What the exercise asks. Please return each record below exactly, with nothing left out.

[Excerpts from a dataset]

************

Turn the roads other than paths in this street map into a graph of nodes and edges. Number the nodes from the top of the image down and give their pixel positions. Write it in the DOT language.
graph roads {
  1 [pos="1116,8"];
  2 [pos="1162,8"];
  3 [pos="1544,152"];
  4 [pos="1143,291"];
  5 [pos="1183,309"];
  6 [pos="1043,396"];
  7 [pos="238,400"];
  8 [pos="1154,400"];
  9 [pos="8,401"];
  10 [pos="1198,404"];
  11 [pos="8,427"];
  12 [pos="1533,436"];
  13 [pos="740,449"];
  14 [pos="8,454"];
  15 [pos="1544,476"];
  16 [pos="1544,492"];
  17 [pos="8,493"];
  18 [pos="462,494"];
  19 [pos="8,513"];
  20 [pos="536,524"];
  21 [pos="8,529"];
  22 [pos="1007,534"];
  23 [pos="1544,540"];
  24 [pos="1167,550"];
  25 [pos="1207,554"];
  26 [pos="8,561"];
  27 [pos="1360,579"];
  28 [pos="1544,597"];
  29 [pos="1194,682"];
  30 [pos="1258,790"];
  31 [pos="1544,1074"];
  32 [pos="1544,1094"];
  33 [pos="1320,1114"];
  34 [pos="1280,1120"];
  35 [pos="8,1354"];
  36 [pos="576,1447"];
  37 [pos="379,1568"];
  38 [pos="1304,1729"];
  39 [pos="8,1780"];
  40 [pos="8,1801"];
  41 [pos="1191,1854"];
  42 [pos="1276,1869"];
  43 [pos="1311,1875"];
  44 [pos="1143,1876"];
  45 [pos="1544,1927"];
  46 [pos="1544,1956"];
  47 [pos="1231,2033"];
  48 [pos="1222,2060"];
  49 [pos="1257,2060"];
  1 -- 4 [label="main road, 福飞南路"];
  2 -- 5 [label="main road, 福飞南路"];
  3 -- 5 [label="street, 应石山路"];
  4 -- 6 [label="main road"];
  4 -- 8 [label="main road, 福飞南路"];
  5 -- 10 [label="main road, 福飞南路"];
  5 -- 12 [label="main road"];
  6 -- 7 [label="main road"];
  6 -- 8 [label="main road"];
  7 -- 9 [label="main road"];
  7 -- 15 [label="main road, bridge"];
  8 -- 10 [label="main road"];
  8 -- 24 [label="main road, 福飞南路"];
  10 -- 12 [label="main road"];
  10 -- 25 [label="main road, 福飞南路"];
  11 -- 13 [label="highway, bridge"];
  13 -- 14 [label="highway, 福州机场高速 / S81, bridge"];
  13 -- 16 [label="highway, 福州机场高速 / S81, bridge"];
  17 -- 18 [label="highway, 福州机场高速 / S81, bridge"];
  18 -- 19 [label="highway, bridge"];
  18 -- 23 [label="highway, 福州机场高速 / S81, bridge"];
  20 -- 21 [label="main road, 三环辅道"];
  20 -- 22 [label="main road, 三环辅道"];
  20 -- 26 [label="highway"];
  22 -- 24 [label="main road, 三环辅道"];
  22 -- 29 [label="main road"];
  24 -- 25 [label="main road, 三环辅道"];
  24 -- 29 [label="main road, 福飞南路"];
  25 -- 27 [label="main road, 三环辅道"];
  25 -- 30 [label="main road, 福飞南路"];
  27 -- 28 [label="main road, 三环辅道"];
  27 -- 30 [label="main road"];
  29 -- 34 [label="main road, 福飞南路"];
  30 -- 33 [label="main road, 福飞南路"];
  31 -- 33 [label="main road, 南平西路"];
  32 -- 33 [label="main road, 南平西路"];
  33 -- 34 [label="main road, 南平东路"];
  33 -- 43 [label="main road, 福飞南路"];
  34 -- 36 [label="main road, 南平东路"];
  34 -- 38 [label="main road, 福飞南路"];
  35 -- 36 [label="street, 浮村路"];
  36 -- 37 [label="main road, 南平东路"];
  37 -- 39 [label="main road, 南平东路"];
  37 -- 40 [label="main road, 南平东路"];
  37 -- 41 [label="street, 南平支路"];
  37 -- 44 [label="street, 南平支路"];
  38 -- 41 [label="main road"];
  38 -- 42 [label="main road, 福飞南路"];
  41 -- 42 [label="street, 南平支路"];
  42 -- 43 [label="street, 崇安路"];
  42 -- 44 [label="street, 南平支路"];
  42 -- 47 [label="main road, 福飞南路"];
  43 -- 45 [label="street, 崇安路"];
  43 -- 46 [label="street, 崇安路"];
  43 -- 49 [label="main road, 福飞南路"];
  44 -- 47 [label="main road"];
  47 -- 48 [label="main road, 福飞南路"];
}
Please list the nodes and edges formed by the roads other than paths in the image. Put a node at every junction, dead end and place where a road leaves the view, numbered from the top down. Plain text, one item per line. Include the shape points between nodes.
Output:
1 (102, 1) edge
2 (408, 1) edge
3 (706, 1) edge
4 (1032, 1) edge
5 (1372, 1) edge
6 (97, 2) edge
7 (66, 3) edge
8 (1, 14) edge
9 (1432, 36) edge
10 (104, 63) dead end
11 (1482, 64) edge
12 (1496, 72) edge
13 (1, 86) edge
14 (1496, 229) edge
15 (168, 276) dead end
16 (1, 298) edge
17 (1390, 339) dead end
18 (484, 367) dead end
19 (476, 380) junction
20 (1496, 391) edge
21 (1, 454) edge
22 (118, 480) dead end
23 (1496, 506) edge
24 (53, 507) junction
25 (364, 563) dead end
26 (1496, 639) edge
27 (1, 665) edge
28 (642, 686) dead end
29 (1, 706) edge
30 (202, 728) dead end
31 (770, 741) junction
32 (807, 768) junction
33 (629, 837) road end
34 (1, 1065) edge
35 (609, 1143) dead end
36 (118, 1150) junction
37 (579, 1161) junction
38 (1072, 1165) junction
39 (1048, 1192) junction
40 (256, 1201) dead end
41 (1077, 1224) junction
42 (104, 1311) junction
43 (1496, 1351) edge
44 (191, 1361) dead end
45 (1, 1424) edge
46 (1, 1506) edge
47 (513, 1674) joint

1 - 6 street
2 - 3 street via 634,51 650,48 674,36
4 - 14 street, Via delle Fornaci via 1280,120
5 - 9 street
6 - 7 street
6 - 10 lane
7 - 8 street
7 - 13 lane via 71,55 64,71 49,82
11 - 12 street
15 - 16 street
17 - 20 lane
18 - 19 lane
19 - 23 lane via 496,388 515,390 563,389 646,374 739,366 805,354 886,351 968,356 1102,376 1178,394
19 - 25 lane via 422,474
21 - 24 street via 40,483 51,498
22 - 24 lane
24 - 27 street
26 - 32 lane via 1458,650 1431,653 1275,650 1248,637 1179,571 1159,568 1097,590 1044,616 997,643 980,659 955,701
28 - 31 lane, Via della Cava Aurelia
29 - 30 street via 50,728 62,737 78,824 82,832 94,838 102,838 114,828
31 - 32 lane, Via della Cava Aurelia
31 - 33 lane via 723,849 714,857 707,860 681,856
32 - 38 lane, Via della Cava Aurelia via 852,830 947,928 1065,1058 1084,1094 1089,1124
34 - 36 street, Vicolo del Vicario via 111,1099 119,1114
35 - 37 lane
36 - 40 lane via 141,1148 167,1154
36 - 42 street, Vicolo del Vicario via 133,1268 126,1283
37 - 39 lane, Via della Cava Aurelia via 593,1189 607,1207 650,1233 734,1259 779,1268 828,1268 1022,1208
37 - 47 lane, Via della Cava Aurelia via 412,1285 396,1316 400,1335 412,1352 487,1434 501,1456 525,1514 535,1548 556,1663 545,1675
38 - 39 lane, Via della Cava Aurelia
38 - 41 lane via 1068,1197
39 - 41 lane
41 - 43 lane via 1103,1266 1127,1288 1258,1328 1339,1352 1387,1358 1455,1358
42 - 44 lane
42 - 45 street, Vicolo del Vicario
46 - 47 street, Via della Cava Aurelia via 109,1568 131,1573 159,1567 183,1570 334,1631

************

Your solution.
Turn the roads other than paths in this street map into a graph of nodes and edges. Number the nodes from the top of the image down and give their pixel positions. Write it in the DOT language.
graph roads {
  1 [pos="1116,8"];
  2 [pos="1162,8"];
  3 [pos="1544,152"];
  4 [pos="1143,291"];
  5 [pos="1183,309"];
  6 [pos="1043,396"];
  7 [pos="238,400"];
  8 [pos="1154,400"];
  9 [pos="8,401"];
  10 [pos="1198,404"];
  11 [pos="8,427"];
  12 [pos="1533,436"];
  13 [pos="740,449"];
  14 [pos="8,454"];
  15 [pos="1544,476"];
  16 [pos="1544,492"];
  17 [pos="8,493"];
  18 [pos="462,494"];
  19 [pos="8,513"];
  20 [pos="536,524"];
  21 [pos="8,529"];
  22 [pos="1007,534"];
  23 [pos="1544,540"];
  24 [pos="1167,550"];
  25 [pos="1207,554"];
  26 [pos="8,561"];
  27 [pos="1360,579"];
  28 [pos="1544,597"];
  29 [pos="1194,682"];
  30 [pos="1258,790"];
  31 [pos="1544,1074"];
  32 [pos="1544,1094"];
  33 [pos="1320,1114"];
  34 [pos="1280,1120"];
  35 [pos="8,1354"];
  36 [pos="576,1447"];
  37 [pos="379,1568"];
  38 [pos="1304,1729"];
  39 [pos="8,1780"];
  40 [pos="8,1801"];
  41 [pos="1191,1854"];
  42 [pos="1276,1869"];
  43 [pos="1311,1875"];
  44 [pos="1143,1876"];
  45 [pos="1544,1927"];
  46 [pos="1544,1956"];
  47 [pos="1231,2033"];
  48 [pos="1222,2060"];
  49 [pos="1257,2060"];
  1 -- 4 [label="main road, 福飞南路"];
  2 -- 5 [label="main road, 福飞南路"];
  3 -- 5 [label="street, 应石山路"];
  4 -- 6 [label="main road"];
  4 -- 8 [label="main road, 福飞南路"];
  5 -- 10 [label="main road, 福飞南路"];
  5 -- 12 [label="main road"];
  6 -- 7 [label="main road"];
  6 -- 8 [label="main road"];
  7 -- 9 [label="main road"];
  7 -- 15 [label="main road, bridge"];
  8 -- 10 [label="main road"];
  8 -- 24 [label="main road, 福飞南路"];
  10 -- 12 [label="main road"];
  10 -- 25 [label="main road, 福飞南路"];
  11 -- 13 [label="highway, bridge"];
  13 -- 14 [label="highway, 福州机场高速 / S81, bridge"];
  13 -- 16 [label="highway, 福州机场高速 / S81, bridge"];
  17 -- 18 [label="highway, 福州机场高速 / S81, bridge"];
  18 -- 19 [label="highway, bridge"];
  18 -- 23 [label="highway, 福州机场高速 / S81, bridge"];
  20 -- 21 [label="main road, 三环辅道"];
  20 -- 22 [label="main road, 三环辅道"];
  20 -- 26 [label="highway"];
  22 -- 24 [label="main road, 三环辅道"];
  22 -- 29 [label="main road"];
  24 -- 25 [label="main road, 三环辅道"];
  24 -- 29 [label="main road, 福飞南路"];
  25 -- 27 [label="main road, 三环辅道"];
  25 -- 30 [label="main road, 福飞南路"];
  27 -- 28 [label="main road, 三环辅道"];
  27 -- 30 [label="main road"];
  29 -- 34 [label="main road, 福飞南路"];
  30 -- 33 [label="main road, 福飞南路"];
  31 -- 33 [label="main road, 南平西路"];
  32 -- 33 [label="main road, 南平西路"];
  33 -- 34 [label="main road, 南平东路"];
  33 -- 43 [label="main road, 福飞南路"];
  34 -- 36 [label="main road, 南平东路"];
  34 -- 38 [label="main road, 福飞南路"];
  35 -- 36 [label="street, 浮村路"];
  36 -- 37 [label="main road, 南平东路"];
  37 -- 39 [label="main road, 南平东路"];
  37 -- 40 [label="main road, 南平东路"];
  37 -- 41 [label="street, 南平支路"];
  37 -- 44 [label="street, 南平支路"];
  38 -- 41 [label="main road"];
  38 -- 42 [label="main road, 福飞南路"];
  41 -- 42 [label="street, 南平支路"];
  42 -- 43 [label="street, 崇安路"];
  42 -- 44 [label="street, 南平支路"];
  42 -- 47 [label="main road, 福飞南路"];
  43 -- 45 [label="street, 崇安路"];
  43 -- 46 [label="street, 崇安路"];
  43 -- 49 [label="main road, 福飞南路"];
  44 -- 47 [label="main road"];
  47 -- 48 [label="main road, 福飞南路"];
}
Please list the nodes and edges formed by the roads other than paths in the image. Put a node at every junction, dead end and place where a road leaves the view, numbered from the top down. Plain text, one item per line. Include the shape points between nodes.
Output:
1 (102, 1) edge
2 (408, 1) edge
3 (706, 1) edge
4 (1032, 1) edge
5 (1372, 1) edge
6 (97, 2) edge
7 (66, 3) edge
8 (1, 14) edge
9 (1432, 36) edge
10 (104, 63) dead end
11 (1482, 64) edge
12 (1496, 72) edge
13 (1, 86) edge
14 (1496, 229) edge
15 (168, 276) dead end
16 (1, 298) edge
17 (1390, 339) dead end
18 (484, 367) dead end
19 (476, 380) junction
20 (1496, 391) edge
21 (1, 454) edge
22 (118, 480) dead end
23 (1496, 506) edge
24 (53, 507) junction
25 (364, 563) dead end
26 (1496, 639) edge
27 (1, 665) edge
28 (642, 686) dead end
29 (1, 706) edge
30 (202, 728) dead end
31 (770, 741) junction
32 (807, 768) junction
33 (629, 837) road end
34 (1, 1065) edge
35 (609, 1143) dead end
36 (118, 1150) junction
37 (579, 1161) junction
38 (1072, 1165) junction
39 (1048, 1192) junction
40 (256, 1201) dead end
41 (1077, 1224) junction
42 (104, 1311) junction
43 (1496, 1351) edge
44 (191, 1361) dead end
45 (1, 1424) edge
46 (1, 1506) edge
47 (513, 1674) joint

1 - 6 street
2 - 3 street via 634,51 650,48 674,36
4 - 14 street, Via delle Fornaci via 1280,120
5 - 9 street
6 - 7 street
6 - 10 lane
7 - 8 street
7 - 13 lane via 71,55 64,71 49,82
11 - 12 street
15 - 16 street
17 - 20 lane
18 - 19 lane
19 - 23 lane via 496,388 515,390 563,389 646,374 739,366 805,354 886,351 968,356 1102,376 1178,394
19 - 25 lane via 422,474
21 - 24 street via 40,483 51,498
22 - 24 lane
24 - 27 street
26 - 32 lane via 1458,650 1431,653 1275,650 1248,637 1179,571 1159,568 1097,590 1044,616 997,643 980,659 955,701
28 - 31 lane, Via della Cava Aurelia
29 - 30 street via 50,728 62,737 78,824 82,832 94,838 102,838 114,828
31 - 32 lane, Via della Cava Aurelia
31 - 33 lane via 723,849 714,857 707,860 681,856
32 - 38 lane, Via della Cava Aurelia via 852,830 947,928 1065,1058 1084,1094 1089,1124
34 - 36 street, Vicolo del Vicario via 111,1099 119,1114
35 - 37 lane
36 - 40 lane via 141,1148 167,1154
36 - 42 street, Vicolo del Vicario via 133,1268 126,1283
37 - 39 lane, Via della Cava Aurelia via 593,1189 607,1207 650,1233 734,1259 779,1268 828,1268 1022,1208
37 - 47 lane, Via della Cava Aurelia via 412,1285 396,1316 400,1335 412,1352 487,1434 501,1456 525,1514 535,1548 556,1663 545,1675
38 - 39 lane, Via della Cava Aurelia
38 - 41 lane via 1068,1197
39 - 41 lane
41 - 43 lane via 1103,1266 1127,1288 1258,1328 1339,1352 1387,1358 1455,1358
42 - 44 lane
42 - 45 street, Vicolo del Vicario
46 - 47 street, Via della Cava Aurelia via 109,1568 131,1573 159,1567 183,1570 334,1631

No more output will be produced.